> Directions for this task
Go to the line containing "cairo_arc(cr, x + r, y + r, r, M_PI, 1.5" in the records below and print it and every following line exactly, on through the line containing "static void draw(void)", then stop.

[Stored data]
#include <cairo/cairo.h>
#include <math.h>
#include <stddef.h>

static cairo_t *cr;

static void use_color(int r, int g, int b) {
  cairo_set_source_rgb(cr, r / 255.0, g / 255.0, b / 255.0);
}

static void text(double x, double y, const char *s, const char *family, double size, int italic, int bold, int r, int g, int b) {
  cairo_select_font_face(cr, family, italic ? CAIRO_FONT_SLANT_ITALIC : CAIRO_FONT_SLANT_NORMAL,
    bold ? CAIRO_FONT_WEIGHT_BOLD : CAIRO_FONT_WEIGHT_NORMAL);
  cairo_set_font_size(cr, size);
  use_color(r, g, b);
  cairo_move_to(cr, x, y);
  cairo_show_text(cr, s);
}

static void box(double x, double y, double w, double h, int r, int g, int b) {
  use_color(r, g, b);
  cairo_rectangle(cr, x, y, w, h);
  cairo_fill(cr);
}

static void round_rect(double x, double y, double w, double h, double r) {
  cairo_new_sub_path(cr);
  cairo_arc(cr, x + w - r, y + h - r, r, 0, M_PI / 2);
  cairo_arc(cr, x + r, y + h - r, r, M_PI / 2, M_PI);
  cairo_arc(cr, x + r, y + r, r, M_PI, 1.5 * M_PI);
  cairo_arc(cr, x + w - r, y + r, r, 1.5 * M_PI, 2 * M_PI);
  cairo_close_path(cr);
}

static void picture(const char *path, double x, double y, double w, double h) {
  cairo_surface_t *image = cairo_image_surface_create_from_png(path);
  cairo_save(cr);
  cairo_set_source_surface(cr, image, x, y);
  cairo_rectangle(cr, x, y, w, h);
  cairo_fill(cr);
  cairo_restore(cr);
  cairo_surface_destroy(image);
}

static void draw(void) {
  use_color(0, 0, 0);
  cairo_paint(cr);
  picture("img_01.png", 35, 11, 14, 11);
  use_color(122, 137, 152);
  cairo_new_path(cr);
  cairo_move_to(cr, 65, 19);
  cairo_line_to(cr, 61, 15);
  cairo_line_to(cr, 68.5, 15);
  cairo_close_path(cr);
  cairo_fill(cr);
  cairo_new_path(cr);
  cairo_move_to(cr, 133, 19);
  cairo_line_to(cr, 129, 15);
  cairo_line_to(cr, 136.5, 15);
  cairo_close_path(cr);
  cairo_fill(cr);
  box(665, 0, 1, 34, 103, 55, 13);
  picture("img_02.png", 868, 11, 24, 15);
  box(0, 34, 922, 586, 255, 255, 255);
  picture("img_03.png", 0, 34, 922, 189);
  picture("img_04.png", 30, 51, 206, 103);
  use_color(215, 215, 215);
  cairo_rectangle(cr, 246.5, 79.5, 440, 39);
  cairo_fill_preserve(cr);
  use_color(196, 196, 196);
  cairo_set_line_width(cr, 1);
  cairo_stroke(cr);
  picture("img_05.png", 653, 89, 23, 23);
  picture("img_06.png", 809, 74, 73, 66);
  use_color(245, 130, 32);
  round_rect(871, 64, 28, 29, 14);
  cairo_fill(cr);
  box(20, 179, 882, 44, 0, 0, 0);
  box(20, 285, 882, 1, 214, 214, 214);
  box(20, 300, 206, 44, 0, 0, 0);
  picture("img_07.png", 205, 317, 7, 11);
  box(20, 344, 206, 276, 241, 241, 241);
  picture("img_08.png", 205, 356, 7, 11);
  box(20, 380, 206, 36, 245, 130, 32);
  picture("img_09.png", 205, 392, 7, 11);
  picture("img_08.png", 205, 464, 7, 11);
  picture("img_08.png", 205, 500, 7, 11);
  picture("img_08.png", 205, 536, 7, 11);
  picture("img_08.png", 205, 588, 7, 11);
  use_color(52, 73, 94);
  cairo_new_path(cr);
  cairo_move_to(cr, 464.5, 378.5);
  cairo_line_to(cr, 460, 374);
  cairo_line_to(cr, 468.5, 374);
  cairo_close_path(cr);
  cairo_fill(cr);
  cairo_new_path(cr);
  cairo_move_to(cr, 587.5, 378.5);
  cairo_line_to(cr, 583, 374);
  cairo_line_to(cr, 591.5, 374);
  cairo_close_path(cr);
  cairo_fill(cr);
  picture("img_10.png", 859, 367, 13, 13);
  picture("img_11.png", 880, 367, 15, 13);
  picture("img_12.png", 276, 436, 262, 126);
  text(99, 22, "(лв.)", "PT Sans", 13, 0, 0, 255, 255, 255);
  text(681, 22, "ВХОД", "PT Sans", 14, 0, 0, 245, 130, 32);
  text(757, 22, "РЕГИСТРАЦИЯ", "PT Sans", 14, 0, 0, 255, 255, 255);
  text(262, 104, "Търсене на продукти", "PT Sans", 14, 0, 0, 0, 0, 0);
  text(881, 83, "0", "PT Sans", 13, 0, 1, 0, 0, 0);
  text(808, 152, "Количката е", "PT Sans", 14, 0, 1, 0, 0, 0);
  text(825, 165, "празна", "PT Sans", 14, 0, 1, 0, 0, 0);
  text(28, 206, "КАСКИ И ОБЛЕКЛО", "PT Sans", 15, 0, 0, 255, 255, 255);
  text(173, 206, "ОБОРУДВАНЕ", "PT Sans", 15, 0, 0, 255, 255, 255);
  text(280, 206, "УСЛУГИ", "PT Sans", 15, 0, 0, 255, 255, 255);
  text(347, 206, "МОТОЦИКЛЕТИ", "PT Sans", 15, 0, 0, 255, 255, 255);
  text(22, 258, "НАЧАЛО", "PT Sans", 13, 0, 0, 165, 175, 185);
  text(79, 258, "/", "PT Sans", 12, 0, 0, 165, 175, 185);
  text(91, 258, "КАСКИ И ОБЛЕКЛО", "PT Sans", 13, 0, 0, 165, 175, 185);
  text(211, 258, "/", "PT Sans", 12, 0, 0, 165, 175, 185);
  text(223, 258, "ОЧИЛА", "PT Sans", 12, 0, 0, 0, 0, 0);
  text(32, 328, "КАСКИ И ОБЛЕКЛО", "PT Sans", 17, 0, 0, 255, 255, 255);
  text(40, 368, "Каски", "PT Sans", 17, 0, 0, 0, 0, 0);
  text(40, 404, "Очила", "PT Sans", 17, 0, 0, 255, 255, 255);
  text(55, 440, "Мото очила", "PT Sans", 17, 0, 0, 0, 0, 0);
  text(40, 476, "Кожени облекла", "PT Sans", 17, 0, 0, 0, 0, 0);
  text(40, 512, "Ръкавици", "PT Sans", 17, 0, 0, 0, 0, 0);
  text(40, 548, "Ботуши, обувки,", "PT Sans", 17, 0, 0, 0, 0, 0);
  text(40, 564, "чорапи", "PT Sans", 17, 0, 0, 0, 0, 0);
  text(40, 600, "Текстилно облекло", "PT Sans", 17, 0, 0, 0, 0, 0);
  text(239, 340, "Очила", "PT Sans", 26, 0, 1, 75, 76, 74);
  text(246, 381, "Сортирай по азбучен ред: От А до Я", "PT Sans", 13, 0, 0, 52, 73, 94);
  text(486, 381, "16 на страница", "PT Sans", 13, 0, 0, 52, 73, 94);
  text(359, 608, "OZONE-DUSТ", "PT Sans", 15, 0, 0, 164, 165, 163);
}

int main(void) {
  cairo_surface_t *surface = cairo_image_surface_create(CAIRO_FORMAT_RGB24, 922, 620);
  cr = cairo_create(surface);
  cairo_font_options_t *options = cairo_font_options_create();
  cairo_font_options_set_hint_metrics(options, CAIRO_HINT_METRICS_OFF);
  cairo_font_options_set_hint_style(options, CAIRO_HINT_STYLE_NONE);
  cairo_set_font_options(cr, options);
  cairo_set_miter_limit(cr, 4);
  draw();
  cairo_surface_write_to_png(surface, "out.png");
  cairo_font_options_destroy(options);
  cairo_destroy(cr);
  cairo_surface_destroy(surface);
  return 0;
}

> Answer box
  cairo_arc(cr, x + r, y + r, r, M_PI, 1.5 * M_PI);
  cairo_arc(cr, x + w - r, y + r, r, 1.5 * M_PI, 2 * M_PI);
  cairo_close_path(cr);
}

static void picture(const char *path, double x, double y, double w, double h) {
  cairo_surface_t *image = cairo_image_surface_create_from_png(path);
  cairo_save(cr);
  cairo_set_source_surface(cr, image, x, y);
  cairo_rectangle(cr, x, y, w, h);
  cairo_fill(cr);
  cairo_restore(cr);
  cairo_surface_destroy(image);
}

static void draw(void) {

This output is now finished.